Volume 11 - Issue 2
Preventing Data Loss by Harnessing Semantic Similarity and Relevance
- Hanan Alhindi
King Saud University, Riyadh, Saudi Arabia
halhindi@ksu.edu.sa
- Issa Traore
University of Victoria, Victoria, BC, Canada
itraore@ece.uvic.ca
- Isaac Woungang
Ryerson University, Toronto, ON, Canada
iwoungan@cs.ryerson.ca
Keywords: Data loss prevention, Threat actors, Malicious insiders, Similarities, Data leakage, Detection rate
Abstract
Malicious insiders are considered among the most dangerous threat actors faced by organizations
that maintain security sensitive data. Data loss prevention (DLP) systems are designed primarily to
detect and/or prevent any illicit data loss or leakage out of the organization by both authorized and
unauthorized users. However, exiting DLP systems face several challenges related to performance
and efficiency, especially when skillful malicious insiders transfer critical data after altering it syntactically
but not semantically.

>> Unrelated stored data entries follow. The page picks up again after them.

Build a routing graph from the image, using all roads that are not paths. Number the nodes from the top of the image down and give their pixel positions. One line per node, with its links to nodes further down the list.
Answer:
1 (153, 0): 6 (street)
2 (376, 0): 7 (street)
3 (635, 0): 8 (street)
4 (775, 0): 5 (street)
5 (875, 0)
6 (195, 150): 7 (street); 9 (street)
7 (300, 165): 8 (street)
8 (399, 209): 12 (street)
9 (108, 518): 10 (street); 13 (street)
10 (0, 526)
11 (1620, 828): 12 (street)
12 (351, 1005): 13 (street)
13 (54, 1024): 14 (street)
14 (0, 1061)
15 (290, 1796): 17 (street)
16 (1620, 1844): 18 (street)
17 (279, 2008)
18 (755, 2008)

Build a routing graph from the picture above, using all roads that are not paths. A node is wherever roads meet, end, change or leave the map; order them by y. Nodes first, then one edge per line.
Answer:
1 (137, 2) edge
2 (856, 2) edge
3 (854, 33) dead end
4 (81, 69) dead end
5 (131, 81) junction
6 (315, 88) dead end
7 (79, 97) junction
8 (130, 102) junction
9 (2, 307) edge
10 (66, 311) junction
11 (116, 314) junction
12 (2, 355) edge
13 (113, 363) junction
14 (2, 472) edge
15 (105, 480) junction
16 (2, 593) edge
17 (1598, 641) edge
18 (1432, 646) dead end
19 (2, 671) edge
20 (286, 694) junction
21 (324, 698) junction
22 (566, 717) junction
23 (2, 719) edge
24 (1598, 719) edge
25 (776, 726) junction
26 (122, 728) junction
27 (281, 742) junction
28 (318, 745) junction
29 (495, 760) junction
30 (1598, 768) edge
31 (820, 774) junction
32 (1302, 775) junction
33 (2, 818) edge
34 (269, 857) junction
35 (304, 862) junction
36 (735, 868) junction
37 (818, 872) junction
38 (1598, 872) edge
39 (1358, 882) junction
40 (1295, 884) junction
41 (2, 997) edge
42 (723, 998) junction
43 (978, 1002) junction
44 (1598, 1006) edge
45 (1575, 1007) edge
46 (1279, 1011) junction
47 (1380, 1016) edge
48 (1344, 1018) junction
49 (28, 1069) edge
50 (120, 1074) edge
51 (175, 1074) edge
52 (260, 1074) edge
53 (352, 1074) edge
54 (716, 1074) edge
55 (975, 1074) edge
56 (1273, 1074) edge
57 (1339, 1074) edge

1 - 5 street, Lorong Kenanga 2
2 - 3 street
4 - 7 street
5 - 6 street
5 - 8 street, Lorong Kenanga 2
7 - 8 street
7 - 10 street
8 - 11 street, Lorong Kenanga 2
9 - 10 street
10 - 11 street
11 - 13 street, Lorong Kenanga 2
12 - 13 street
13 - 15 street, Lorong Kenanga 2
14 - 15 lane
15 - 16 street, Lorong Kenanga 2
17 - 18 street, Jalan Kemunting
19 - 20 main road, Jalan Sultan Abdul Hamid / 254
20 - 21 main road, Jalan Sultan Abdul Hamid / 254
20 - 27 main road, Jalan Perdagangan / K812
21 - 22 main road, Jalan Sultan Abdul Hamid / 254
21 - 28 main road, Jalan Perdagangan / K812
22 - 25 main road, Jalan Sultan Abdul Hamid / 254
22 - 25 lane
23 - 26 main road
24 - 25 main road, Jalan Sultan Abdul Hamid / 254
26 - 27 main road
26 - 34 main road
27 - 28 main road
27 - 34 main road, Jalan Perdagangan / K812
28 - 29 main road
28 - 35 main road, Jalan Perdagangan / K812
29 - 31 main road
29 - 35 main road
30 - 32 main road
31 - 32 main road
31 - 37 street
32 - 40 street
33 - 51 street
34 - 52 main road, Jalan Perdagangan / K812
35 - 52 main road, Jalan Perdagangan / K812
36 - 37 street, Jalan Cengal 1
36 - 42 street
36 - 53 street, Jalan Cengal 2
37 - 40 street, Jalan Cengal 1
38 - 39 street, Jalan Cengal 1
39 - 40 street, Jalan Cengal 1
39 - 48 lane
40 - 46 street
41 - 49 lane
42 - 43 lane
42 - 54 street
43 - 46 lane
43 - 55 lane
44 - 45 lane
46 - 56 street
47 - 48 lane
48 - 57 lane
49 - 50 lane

In this paper, we propose a new approach for matching and detecting
similarities between monitored and transferred data by employing the conceptual and relational
semantics, including extracting explicit relationships and inferring implicit relationships. In our
novel approach, we detect altered sensitive data leakage effectively by combining semantic similarity
and semantic relevance metrics, which are based on an ontology. Our experimental results show that
our system generates on average relatively high detection rate (DR) and low false positive rate (FPR).